Historical population
| Census | Pop. | Note | %± |
| 1960 | 351 |  | — |
| 1970 | 386 |  | 10.0% |
| 1980 | 588 |  | 52.3% |
| 1990 | 613 |  | 4.3% |
| 2000 | 847 |  | 38.2% |
| 2010 | 813 |  | −4.0% |
| 2020 | 843 |  | 3.7% |
| 2022 (est.) | 862 |  | 2.3% |
U.S. Decennial Census 2020 Census

===2010 census===
As of the census of 2010, there were 813 people, 368 households, and 237 families living in the city. The population density was 27.1 PD/sqmi. There were 1,055 housing units at an average density of 35.2 /sqmi. The racial makeup of the city was 97.4% White, 0.2% African American, 0.2% Native American, 0.1% from other races, and 2.0% from two or more races. Hispanic or Latino of any race were 0.9% of the population.

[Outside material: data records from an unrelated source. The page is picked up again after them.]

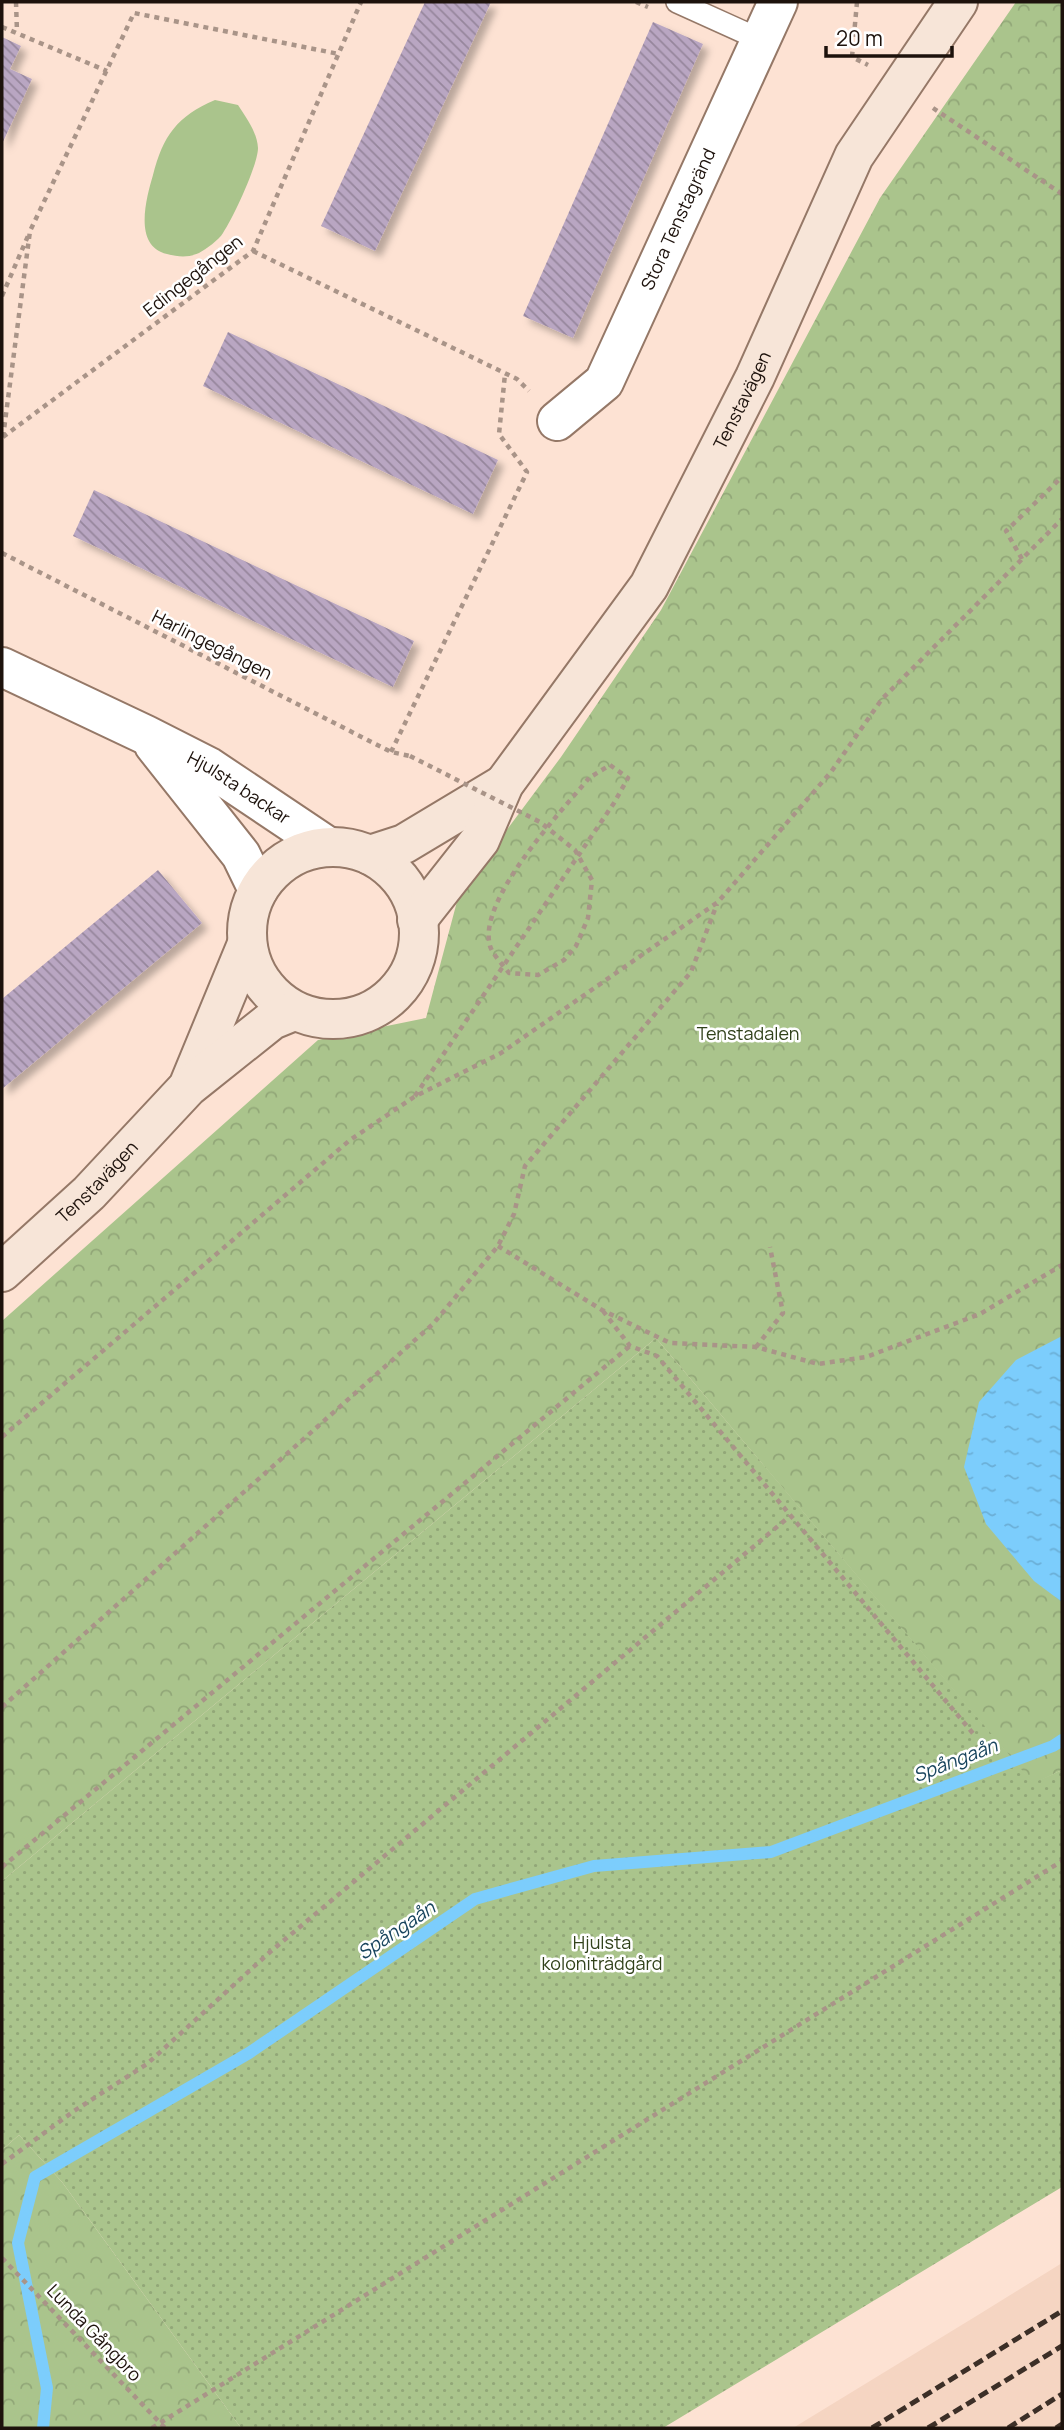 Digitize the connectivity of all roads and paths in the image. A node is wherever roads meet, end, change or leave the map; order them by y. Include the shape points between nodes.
1 (16, 2) edge
2 (361, 2) edge
3 (677, 2) edge
4 (778, 2) edge
5 (856, 2) edge
6 (958, 2) edge
7 (2, 27) edge
8 (17, 32) junction
9 (761, 40) junction
10 (339, 54) junction
11 (852, 57) dead end
12 (107, 71) junction
13 (930, 106) dead end
14 (1062, 194) edge
15 (30, 231) junction
16 (253, 251) junction
17 (2, 296) edge
18 (505, 374) junction
19 (557, 421) joint
20 (2, 437) edge
21 (1062, 477) edge
22 (1062, 519) edge
23 (2, 553) edge
24 (1022, 559) junction
25 (2, 667) edge
26 (146, 735) junction
27 (391, 752) junction
28 (504, 784) junction
29 (327, 846) junction
30 (370, 855) junction
31 (258, 890) junction
32 (718, 902) junction
33 (417, 920) junction
34 (247, 944) junction
35 (294, 1011) junction
36 (188, 1087) junction
37 (414, 1097) junction
38 (498, 1245) junction
39 (770, 1247) dead end
40 (1062, 1265) edge
41 (2, 1272) edge
42 (602, 1310) junction
43 (630, 1346) junction
44 (756, 1347) junction
45 (2, 1437) edge
46 (790, 1516) junction
47 (2, 1706) edge
48 (976, 1737) dead end
49 (1062, 1861) edge
50 (2, 1867) edge
51 (2, 2164) edge
52 (2, 2258) edge
53 (152, 2428) edge
54 (165, 2428) edge

1 - 8 path
2 - 10 path, Edingegången
3 - 9 lane
4 - 9 street, Stora Tenstagränd
5 - 11 path
6 - 28 street, Tenstavägen via 854,156 755,377 649,586
7 - 8 path
8 - 12 path
9 - 19 street, Stora Tenstagränd via 604,382
10 - 12 path via 134,13
10 - 16 path, Edingegången
12 - 15 path
13 - 14 path
15 - 17 path
15 - 20 path
16 - 18 path
16 - 20 path, Edingegången
18 - 19 path via 517,379
18 - 27 path via 499,434 527,472
21 - 24 path via 1006,531
22 - 24 path
23 - 27 path, Harlingegången
24 - 32 path via 882,699 831,772
25 - 26 street, Hjulsta backar
26 - 29 street, Hjulsta backar via 209,767
26 - 31 street, Hjulsta backar via 241,855
27 - 37 path, Harlingegången, bridge via 410,756 540,822 549,829 557,836 575,850 592,880 588,918 564,960 538,975 509,973 490,947 490,922 500,893 543,833 551,823 559,814 566,805 589,778 610,765 628,778 614,803
28 - 30 street, Tenstavägen via 404,844
28 - 33 street, Tenstavägen via 480,840
29 - 30 street, Tenstavägen via 355,848
29 - 31 street, Tenstavägen via 299,853 275,868
30 - 33 street, Tenstavägen via 401,878
31 - 34 street, Tenstavägen via 248,916
32 - 37 path via 501,1053
32 - 38 path via 691,972 525,1166 514,1214
33 - 35 street, Tenstavägen via 416,961 402,988 380,1007 353,1019 323,1020
34 - 35 street, Tenstavägen via 255,971 271,995
34 - 36 street, Tenstavägen
35 - 36 street, Tenstavägen via 272,1020
36 - 41 street, Tenstavägen via 89,1193
37 - 45 path via 350,1140
38 - 42 path
38 - 47 path via 433,1324
39 - 44 path via 783,1313
40 - 44 path via 980,1314 866,1357 818,1364
42 - 43 path
42 - 44 path via 670,1343
43 - 46 path via 657,1356
43 - 50 path
46 - 48 path
46 - 51 path via 270,1952 147,2064
49 - 53 path
52 - 54 path, Lunda Gångbro, bridge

There were 368 households, of which 18.5% had children under the age of 18 living with them, 54.6% were married couples living together, 4.9% had a female householder with no husband present, 4.9% had a male householder with no wife present, and 35.6% were non-families. 31.0% of all households were made up of individuals, and 14.9% had someone living alone who was 65 years of age or older. The average household size was 2.21 and the average family size was 2.73.

The median age in the city was 52.8 years. 18.3% of residents were under the age of 18; 5% were between the ages of 18 and 24; 15.4% were from 25 to 44; 31.2% were from 45 to 64; and 30.1% were 65 years of age or older. The gender makeup of the city was 50.4% male and 49.6% female.

===2000 census===
As of the census of 2000, there were 847 people, 368 households, and 243 families living in the city. The population density was 28.2 PD/sqmi. There were 876 housing units at an average density of 29.2 /sqmi. The racial makeup of the city was 97.87% White, 0.24% African American, 0.94% Native American, 0.24% Asian, and 0.71% from two or more races. Hispanic or Latino of any race were 0.71% of the population.

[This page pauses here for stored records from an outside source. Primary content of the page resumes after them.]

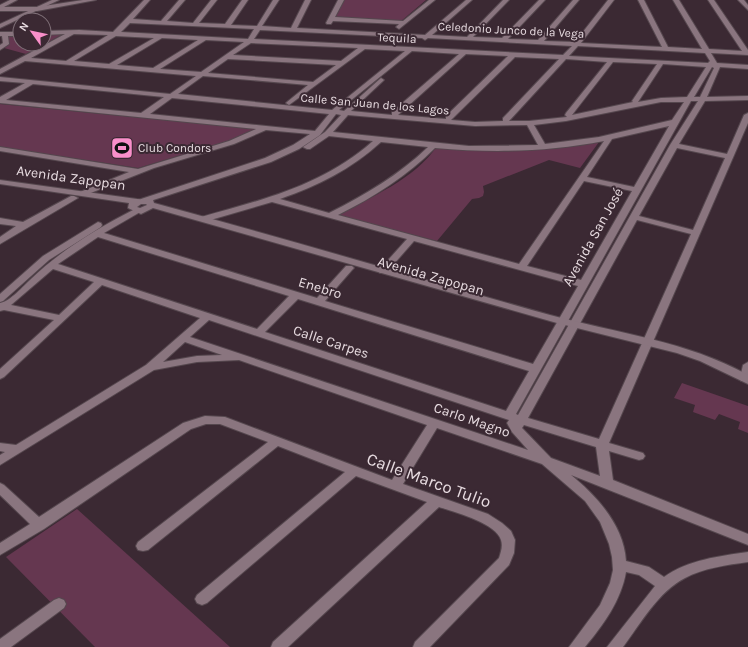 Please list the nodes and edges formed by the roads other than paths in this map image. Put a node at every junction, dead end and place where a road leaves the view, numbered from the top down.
1 (14, 0) edge
2 (56, 0) edge
3 (78, 0) edge
4 (90, 0) edge
5 (147, 0) edge
6 (182, 0) edge
7 (214, 0) edge
8 (245, 0) edge
9 (276, 0) edge
10 (308, 0) edge
11 (341, 0) edge
12 (432, 0) edge
13 (469, 0) edge
14 (506, 0) edge
15 (542, 0) edge
16 (576, 0) edge
17 (611, 0) edge
18 (641, 0) edge
19 (676, 0) edge
20 (711, 0) edge
21 (741, 0) edge
22 (0, 8) edge
23 (748, 8) edge
24 (37, 9) junction
25 (331, 19) junction
26 (129, 21) junction
27 (162, 23) junction
28 (404, 23) junction
29 (195, 24) junction
30 (0, 26) edge
31 (227, 26) junction
32 (260, 28) junction
33 (293, 30) junction
34 (327, 31) junction
35 (74, 32) junction
36 (52, 33) edge
37 (3, 34) edge
38 (115, 34) junction
39 (390, 35) junction
40 (161, 36) junction
41 (427, 37) junction
42 (204, 39) junction
43 (468, 39) junction
44 (250, 41) junction
45 (503, 41) junction
46 (540, 42) junction
47 (577, 44) junction
48 (3, 46) edge
49 (350, 46) junction
50 (364, 47) junction
51 (413, 49) junction
52 (666, 49) junction
53 (706, 51) junction
54 (465, 52) junction
55 (747, 53) edge
56 (513, 55) junction
57 (226, 57) junction
58 (564, 57) junction
59 (25, 59) junction
60 (611, 60) junction
61 (67, 62) junction
62 (342, 63) junction
63 (661, 63) junction
64 (712, 65) junction
65 (111, 66) junction
66 (748, 67) edge
67 (154, 70) junction
68 (0, 72) edge
69 (201, 74) junction
70 (0, 78) edge
71 (32, 82) junction
72 (314, 84) junction
73 (172, 94) junction
74 (691, 97) junction
75 (703, 97) junction
76 (748, 97) edge
77 (0, 100) edge
78 (635, 101) junction
79 (288, 103) junction
80 (335, 109) junction
81 (347, 111) junction
82 (395, 114) junction
83 (569, 115) junction
84 (748, 115) edge
85 (142, 116) junction
86 (449, 118) junction
87 (506, 120) junction
88 (675, 122) junction
89 (529, 123) junction
90 (264, 128) junction
91 (316, 133) junction
92 (328, 134) junction
93 (609, 138) junction
94 (379, 140) junction
95 (434, 145) junction
96 (674, 145) junction
97 (543, 147) junction
98 (0, 149) edge
99 (729, 157) junction
100 (652, 163) junction
101 (663, 165) junction
102 (139, 171) junction
103 (582, 178) junction
104 (0, 182) edge
105 (0, 185) edge
106 (637, 190) junction
107 (83, 194) junction
108 (74, 198) junction
109 (270, 199) junction
110 (142, 206) junction
111 (329, 216) junction
112 (634, 218) junction
113 (204, 219) junction
114 (0, 221) edge
115 (24, 225) junction
116 (696, 232) junction
117 (97, 234) junction
118 (412, 237) junction
119 (0, 241) edge
120 (51, 265) junction
121 (522, 267) junction
122 (349, 268) junction
123 (383, 271) junction
124 (100, 282) junction
125 (583, 284) junction
126 (296, 296) junction
127 (319, 302) junction
128 (1, 305) edge
129 (207, 317) junction
130 (60, 318) junction
131 (561, 325) junction
132 (573, 328) junction
133 (258, 334) junction
134 (184, 338) junction
135 (647, 344) junction
136 (249, 359) junction
137 (748, 365) edge
138 (151, 367) junction
139 (536, 369) junction
140 (0, 375) edge
141 (747, 379) edge
142 (509, 416) junction
143 (434, 423) junction
144 (519, 424) junction
145 (276, 442) junction
146 (602, 446) junction
147 (0, 447) edge
148 (18, 450) junction
149 (639, 456) dead end
150 (544, 460) junction
151 (0, 461) edge
152 (354, 471) junction
153 (607, 483) junction
154 (395, 486) junction
155 (0, 488) edge
156 (436, 502) junction
157 (39, 525) junction
158 (748, 540) edge
159 (143, 546) dead end
160 (0, 550) edge
161 (748, 557) edge
162 (620, 566) junction
163 (663, 586) junction
164 (202, 599) dead end
165 (59, 604) dead end
166 (0, 646) edge
167 (278, 647) edge
168 (420, 647) edge
169 (576, 647) edge
170 (614, 647) edge

1 - 22 street
2 - 24 street
3 - 4 street
4 - 24 street
5 - 26 street
6 - 27 street
7 - 29 street
8 - 31 street
9 - 32 street
10 - 33 street
11 - 25 street
12 - 28 street
13 - 41 street
14 - 43 street
15 - 45 street
16 - 46 street
17 - 47 street
18 - 52 street
19 - 53 street
20 - 55 street
21 - 23 street
22 - 24 street
24 - 30 street
25 - 28 street
25 - 34 street
26 - 27 street, Celedonio Junco de la Vega
26 - 38 street
27 - 29 street, Celedonio Junco de la Vega
28 - 39 street
29 - 31 street, Celedonio Junco de la Vega
31 - 32 street, Celedonio Junco de la Vega
32 - 33 street, Celedonio Junco de la Vega
32 - 44 street
33 - 34 street, Celedonio Junco de la Vega
34 - 39 street, Celedonio Junco de la Vega
34 - 49 street
35 - 36 street, Tequila
35 - 38 street, Tequila
35 - 59 street
37 - 48 street
38 - 40 street, Tequila
38 - 61 street
39 - 41 street, Celedonio Junco de la Vega
40 - 42 street, Tequila
40 - 65 street
41 - 43 street, Celedonio Junco de la Vega
41 - 51 street
42 - 44 street, Tequila
42 - 67 street
43 - 45 street, Celedonio Junco de la Vega
44 - 49 street, Tequila
44 - 57 street
45 - 46 street, Celedonio Junco de la Vega
46 - 47 street, Celedonio Junco de la Vega
47 - 52 street, Celedonio Junco de la Vega
47 - 58 street
49 - 50 street, Tequila
50 - 51 street, Tequila
50 - 62 street
51 - 54 street, Tequila
51 - 80 street
51 - 81 street
52 - 53 street, Celedonio Junco de la Vega
53 - 55 street, Celedonio Junco de la Vega
53 - 64 street
54 - 56 street, Tequila
54 - 82 street
56 - 58 street, Tequila
56 - 86 street
57 - 62 street
57 - 69 street
58 - 60 street, Tequila
58 - 87 street
59 - 61 street
59 - 68 street
60 - 63 street, Tequila
60 - 83 street
61 - 65 street
62 - 72 street
63 - 64 street, Tequila
63 - 78 street
64 - 66 street, Tequila
64 - 74 street, Avenida San José
64 - 75 street, Avenida San José
65 - 67 street
67 - 69 street
69 - 72 street
69 - 73 street
70 - 71 street, Calle San Juan de los Lagos
70 - 73 street, Calle San Juan de los Lagos
71 - 73 street, Calle San Juan de los Lagos
71 - 77 street
72 - 79 street
73 - 79 street, Calle San Juan de los Lagos
73 - 80 street, Calle San Juan de los Lagos
73 - 85 street
74 - 75 street, Calle San Juan de los Lagos
74 - 78 street, Calle San Juan de los Lagos
74 - 88 street, Avenida San José
74 - 89 street, Calle San Juan de los Lagos
75 - 76 street, Calle San Juan de los Lagos
75 - 96 street, Avenida San José
77 - 85 street
78 - 83 street, Calle San Juan de los Lagos
79 - 80 street, Calle San Juan de los Lagos
80 - 81 street, Calle San Juan de los Lagos
80 - 91 street
81 - 82 street, Calle San Juan de los Lagos
81 - 89 street, Calle San Juan de los Lagos
81 - 92 street
82 - 86 street, Calle San Juan de los Lagos
83 - 87 street, Calle San Juan de los Lagos
84 - 99 street
85 - 90 street
86 - 87 street, Calle San Juan de los Lagos
88 - 93 street
88 - 100 street, Avenida San José
89 - 97 street
90 - 91 street
90 - 102 street
91 - 110 street
92 - 94 street
92 - 110 street
93 - 97 street
93 - 103 street
94 - 95 street
94 - 109 street
95 - 97 street
95 - 111 street
96 - 99 street
96 - 101 street, Avenida San José
98 - 102 street
99 - 116 street
100 - 101 street
100 - 106 street, Avenida San José
101 - 112 street, Avenida San José
102 - 107 street
103 - 106 street
103 - 121 street
104 - 107 street, Avenida Zapopan
105 - 108 street, Avenida Zapopan
106 - 125 street, Avenida San José
107 - 110 street, Avenida Zapopan
108 - 110 street, Avenida Zapopan
108 - 115 street
109 - 111 street
109 - 113 street
110 - 113 street, Avenida Zapopan
110 - 117 street
110 - 122 street, Avenida Zapopan
110 - 128 street
111 - 118 street
112 - 116 street
112 - 132 street, Avenida San José
113 - 123 street, Avenida Zapopan
114 - 115 street
115 - 119 street
116 - 135 street
117 - 120 street
117 - 126 street, Enebro
118 - 121 street
118 - 123 street
120 - 124 street, Calle Carpes
120 - 128 street
121 - 125 street
122 - 127 street
122 - 131 street, Avenida Zapopan
123 - 131 street, Avenida Zapopan
124 - 129 street, Calle Carpes
124 - 130 street
125 - 131 street, Avenida San José
126 - 127 street, Enebro
126 - 133 street
127 - 139 street, Enebro
128 - 130 street
129 - 133 street, Calle Carpes
129 - 134 street
130 - 140 street
131 - 132 street, Avenida Zapopan
131 - 139 street, Avenida San José
132 - 135 street, Avenida Zapopan
132 - 144 street, Avenida San José
133 - 142 street, Calle Carpes
134 - 136 street, Carlo Magno
134 - 138 street
135 - 141 street, Avenida Zapopan
135 - 146 street
136 - 138 street
136 - 143 street, Carlo Magno
137 - 141 street
138 - 148 street
139 - 142 street, Avenida San José
142 - 144 street, Calle Carpes
143 - 150 street, Carlo Magno
143 - 154 street
144 - 146 street, Calle Carpes
144 - 150 street
145 - 152 street, Calle Marco Tulio
145 - 157 street, Calle Marco Tulio
145 - 159 street
146 - 149 street, Calle Carpes
146 - 153 street
147 - 148 street
148 - 151 street
150 - 153 street, Carlo Magno
150 - 162 street
152 - 154 street, Calle Marco Tulio
152 - 164 street
153 - 158 street, Carlo Magno
154 - 156 street, Calle Marco Tulio
155 - 157 street
156 - 167 street
156 - 168 street, Calle Marco Tulio
157 - 160 street
161 - 163 street
162 - 163 street
162 - 169 street
163 - 170 street
165 - 166 street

There were 368 households, out of which 21.7% had children under the age of 18 living with them, 58.4% were married couples living together, 4.3% had a female householder with no husband present, and 33.7% were non-families. 30.7% of all households were made up of individuals, and 17.4% had someone living alone who was 65 years of age or older. The average household size was 2.30 and the average family size was 2.85.

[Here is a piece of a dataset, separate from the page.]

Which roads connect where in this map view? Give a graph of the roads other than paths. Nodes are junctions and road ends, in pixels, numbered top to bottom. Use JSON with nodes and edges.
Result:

In the city, the population was spread out, with 22.4% under the age of 18, 4.8% from 18 to 24, 19.1% from 25 to 44, 29.0% from 45 to 64, and 24.6% who were 65 years of age or older. The median age was 48 years. For every 100 females, there were 102.6 males. For every 100 females age 18 and over, there were 99.1 males.

The median income for a household in the city was $34,276, and the median income for a family was $37,750. Males had a median income of $30,000 versus $23,068 for females. The per capita income for the city was $17,854. About 3.9% of families and 7.7% of the population were below the poverty line, including 9.9% of those under age 18 and 9.5% of those age 65 or over.